“No one who cooks, cooks alone. Even at one’s most solitary, a cook in the kitchen is surrounded by generations of cooks past, the advice and menus of cooks present, the wisdom of cookbook writers.” – Home Cooking. (1988) Laurie Colwin.
During the carnage of the French revolution, Madame Guillotine ensured that citizens of wealth and privilege parted company with their heads, and as a direct consequence, their brigades of chefs parted company with their weekly income. A combination of the lack of home cooking facilities in the cities, coupled with a profusion of unemployed chefs aimlessly wandering the boulevards of Paris, and the stage was set for the establishment of what we now, over 200 years later, call the restaurant ‘industry’. One Monsieur Boulanger reputedly opened the first ‘restaurant’, on what is now the Rue du Louvre, in the late eighteenth century. The word itself emanates from the French verb restaurer meaning to ‘restore or refresh’ and the sign hanging from his establishment read Boulanger débite des restaurants divins (Boulanger sells restoratives fit for the Gods). Household cooks were becoming kitchen chefs.
Some years ago I was fortunate to be introduced to the acclaimed New York restaurateur and author Anthony Bourdain. He was on a book tour that passed briefly through Norwich at about the same time as I too was about to open a restaurant. We adjourned for a beer. He signed a copy of his book, Kitchen Confidential. 2000, tried to dissuade me of my restaurant ambitions and left me with the epithet “Never forget Keith, if you run a restaurant, you’re principally in the entertainment business”. Later I opened the book to find his dedication – ‘Good Luck! (Don’t say I didn’t warn you)’ I did not heed his advice and although I oversaw the successful establishment of a Michelin Bib restaurant, once sold I vowed never to repeat the experience.

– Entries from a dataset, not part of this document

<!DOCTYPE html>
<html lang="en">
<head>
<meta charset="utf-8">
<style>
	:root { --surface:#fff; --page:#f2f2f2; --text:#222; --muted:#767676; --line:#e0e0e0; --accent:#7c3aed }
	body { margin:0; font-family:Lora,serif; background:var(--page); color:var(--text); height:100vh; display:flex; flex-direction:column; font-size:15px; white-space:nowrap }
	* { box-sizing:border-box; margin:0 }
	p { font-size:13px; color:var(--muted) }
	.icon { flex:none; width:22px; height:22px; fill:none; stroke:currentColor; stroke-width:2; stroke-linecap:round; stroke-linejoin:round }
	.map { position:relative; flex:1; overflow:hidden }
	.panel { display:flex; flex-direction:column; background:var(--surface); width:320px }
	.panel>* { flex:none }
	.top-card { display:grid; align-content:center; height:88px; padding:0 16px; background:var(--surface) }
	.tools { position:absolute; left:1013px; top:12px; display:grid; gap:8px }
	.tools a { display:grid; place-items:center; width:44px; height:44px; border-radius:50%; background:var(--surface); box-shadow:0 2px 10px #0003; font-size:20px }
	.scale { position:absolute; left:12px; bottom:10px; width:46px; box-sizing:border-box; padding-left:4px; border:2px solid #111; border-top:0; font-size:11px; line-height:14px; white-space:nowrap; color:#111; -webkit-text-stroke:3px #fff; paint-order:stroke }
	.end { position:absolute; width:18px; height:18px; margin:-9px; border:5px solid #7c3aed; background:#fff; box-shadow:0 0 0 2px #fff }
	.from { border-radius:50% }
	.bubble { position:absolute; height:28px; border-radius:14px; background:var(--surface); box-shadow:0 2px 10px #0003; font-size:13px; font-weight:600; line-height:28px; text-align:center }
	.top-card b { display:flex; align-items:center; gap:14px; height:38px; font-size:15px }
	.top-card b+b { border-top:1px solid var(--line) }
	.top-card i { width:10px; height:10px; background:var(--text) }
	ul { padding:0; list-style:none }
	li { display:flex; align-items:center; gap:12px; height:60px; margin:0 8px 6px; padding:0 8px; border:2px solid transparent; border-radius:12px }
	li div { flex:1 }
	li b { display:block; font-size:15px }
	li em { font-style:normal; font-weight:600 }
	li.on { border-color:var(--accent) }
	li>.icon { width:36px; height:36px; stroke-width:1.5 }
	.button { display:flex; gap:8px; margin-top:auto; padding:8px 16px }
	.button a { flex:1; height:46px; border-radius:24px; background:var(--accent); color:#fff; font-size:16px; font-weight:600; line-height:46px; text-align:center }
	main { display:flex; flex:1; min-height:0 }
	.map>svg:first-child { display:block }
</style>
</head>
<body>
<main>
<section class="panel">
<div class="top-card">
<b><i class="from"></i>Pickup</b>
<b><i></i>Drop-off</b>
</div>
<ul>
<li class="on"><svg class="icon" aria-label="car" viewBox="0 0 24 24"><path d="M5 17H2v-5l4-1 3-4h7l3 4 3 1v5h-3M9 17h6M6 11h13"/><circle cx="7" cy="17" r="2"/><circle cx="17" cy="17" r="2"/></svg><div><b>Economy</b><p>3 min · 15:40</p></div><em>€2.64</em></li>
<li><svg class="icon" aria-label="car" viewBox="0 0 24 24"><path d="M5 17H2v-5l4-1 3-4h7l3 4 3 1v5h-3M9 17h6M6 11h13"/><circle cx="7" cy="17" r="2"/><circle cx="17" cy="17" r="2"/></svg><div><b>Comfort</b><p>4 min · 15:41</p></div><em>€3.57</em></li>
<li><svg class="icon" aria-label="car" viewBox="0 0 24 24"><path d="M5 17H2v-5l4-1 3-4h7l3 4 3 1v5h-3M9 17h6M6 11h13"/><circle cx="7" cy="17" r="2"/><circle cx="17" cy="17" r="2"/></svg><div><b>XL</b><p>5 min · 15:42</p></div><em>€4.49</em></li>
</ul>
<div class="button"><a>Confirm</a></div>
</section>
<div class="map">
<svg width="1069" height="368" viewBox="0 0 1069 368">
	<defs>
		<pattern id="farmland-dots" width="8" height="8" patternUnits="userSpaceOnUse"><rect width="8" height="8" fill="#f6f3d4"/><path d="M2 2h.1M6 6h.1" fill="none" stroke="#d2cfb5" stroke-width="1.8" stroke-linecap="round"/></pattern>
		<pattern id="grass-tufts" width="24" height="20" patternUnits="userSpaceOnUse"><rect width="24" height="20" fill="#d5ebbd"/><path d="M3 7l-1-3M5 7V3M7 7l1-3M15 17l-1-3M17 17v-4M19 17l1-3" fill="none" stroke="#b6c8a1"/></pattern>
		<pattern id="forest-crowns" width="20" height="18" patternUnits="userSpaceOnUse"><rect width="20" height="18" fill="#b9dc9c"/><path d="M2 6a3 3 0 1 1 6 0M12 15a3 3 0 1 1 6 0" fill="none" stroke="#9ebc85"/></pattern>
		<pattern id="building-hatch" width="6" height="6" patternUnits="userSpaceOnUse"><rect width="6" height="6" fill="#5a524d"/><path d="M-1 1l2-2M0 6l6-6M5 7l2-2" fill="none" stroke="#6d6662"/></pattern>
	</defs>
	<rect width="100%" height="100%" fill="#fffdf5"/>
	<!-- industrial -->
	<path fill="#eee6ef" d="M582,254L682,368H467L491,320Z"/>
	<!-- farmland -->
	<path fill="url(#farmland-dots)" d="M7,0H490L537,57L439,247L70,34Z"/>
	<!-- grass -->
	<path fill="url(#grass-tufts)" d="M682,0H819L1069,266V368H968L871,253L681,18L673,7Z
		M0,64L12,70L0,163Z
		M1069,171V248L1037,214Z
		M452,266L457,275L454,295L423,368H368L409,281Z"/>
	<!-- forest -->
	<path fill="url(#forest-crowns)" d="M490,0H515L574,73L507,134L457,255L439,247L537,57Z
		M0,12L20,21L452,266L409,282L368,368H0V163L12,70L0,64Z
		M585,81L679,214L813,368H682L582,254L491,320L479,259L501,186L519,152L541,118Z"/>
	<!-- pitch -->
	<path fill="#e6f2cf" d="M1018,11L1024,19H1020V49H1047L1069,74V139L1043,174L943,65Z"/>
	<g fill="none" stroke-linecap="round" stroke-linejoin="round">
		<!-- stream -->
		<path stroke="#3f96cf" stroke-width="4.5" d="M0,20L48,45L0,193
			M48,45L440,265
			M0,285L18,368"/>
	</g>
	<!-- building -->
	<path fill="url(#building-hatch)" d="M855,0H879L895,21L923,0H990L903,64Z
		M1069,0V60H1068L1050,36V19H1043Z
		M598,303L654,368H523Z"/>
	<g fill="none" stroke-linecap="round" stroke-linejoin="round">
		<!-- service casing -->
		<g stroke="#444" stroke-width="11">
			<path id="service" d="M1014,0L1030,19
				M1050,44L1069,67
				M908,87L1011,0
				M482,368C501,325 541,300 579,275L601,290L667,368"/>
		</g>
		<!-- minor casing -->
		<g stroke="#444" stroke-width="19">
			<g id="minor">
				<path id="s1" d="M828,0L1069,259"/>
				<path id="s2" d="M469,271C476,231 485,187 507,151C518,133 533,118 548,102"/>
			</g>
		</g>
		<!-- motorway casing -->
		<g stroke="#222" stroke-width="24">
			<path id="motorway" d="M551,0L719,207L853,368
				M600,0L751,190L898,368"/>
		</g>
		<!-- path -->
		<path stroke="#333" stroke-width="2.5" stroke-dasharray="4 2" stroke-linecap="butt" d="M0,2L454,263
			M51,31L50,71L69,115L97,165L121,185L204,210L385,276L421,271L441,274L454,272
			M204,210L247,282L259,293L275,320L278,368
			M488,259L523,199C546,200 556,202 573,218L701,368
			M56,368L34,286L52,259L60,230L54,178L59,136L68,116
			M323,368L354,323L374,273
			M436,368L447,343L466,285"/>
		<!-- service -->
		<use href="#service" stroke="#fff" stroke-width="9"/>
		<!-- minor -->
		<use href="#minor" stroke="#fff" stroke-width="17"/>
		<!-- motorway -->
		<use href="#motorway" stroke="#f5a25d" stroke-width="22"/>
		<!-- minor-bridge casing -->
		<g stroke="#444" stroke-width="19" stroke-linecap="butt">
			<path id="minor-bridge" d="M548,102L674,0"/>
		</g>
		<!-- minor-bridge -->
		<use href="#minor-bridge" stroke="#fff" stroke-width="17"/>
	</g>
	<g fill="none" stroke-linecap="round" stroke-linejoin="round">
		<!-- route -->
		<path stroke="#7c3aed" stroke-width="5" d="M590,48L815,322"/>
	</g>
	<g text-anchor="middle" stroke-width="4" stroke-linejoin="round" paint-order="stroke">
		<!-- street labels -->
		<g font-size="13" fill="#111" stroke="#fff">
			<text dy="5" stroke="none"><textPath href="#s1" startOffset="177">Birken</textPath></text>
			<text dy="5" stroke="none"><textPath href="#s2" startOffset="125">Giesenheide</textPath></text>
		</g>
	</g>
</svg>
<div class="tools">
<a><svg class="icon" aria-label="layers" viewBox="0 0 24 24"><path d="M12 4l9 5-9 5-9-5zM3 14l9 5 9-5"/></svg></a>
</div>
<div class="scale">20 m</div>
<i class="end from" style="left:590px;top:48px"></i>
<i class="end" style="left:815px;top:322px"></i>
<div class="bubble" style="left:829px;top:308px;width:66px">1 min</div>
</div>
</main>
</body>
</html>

Now I know and respect that modern restaurant cooking offers a frisson of culinary excitement, often transcends the predictable and seeds gastronomic memories for years, but as Bourdain pointed out, its principal task is to entertain and impress rather than please.
Home cooking is a completely different line of work, it is principally led by taste rather than technique.
Beyond restaurants, yet with irritating symmetry, TV cooking offers a gladiatorial engagement between chefs keener to spend more time in a studio than a kitchen. With Nigella cast as the raven haired temptress in a late Victorian novel, Jamie redefining the post Napoleonic weights and measures act with his own personal brand of slurp, lug and dollop, and Gordon demonstrating the salt-sprayed language of the merchant navy, the media context serves to intimidate whilst purporting to entertain and inspire. As Joyce Molyneux observed some thirty years ago in her Carved Angel Cookery Book (1990) “…that people seem to watch cookery shows for entertainment rather than because there is any prospect they might try the same things at home”. Little has altered since. Many continue to disregard the pleasures of acceding to a true kitchen experience.
For me, rewarding meals occur in the home.
Some of the simplest processes of home cooking can provide the most exciting and complex flavours and our choice of dishes help tell us who we are. Nevertheless, home cooking has always relied on sound recipes.
After many years of cooking in our various family kitchens, I have moved a little closer to competency each time I approach the oven. But this gathering proficiency has far less to do with me than the myriad of accomplished cooks and food writers that I have had the good fortune to consult. I have avoided counting my own collection of recipe books for fear that any such disclosure to my family would likely result in months of admonishment, but suffice to say the bookshelves in my kitchen and office account for some ten horizontal metres of culinary illumination.
In the course of providing breakfast, lunch or dinner, with more than the occasional snack or sandwich thrown in, I have tested thousands of recipes to near destruction and eased my way through layer upon layer of culinary discovery.
The notes and recipes that follow provide a link to those generous authors and their exciting dishes, all now cherished within my own family. As the self-effacing French philosopher Michel de Montaigne famously put it; “I have gathered a posie of other men’s flowers and nothing but the thread that binds them is my own.”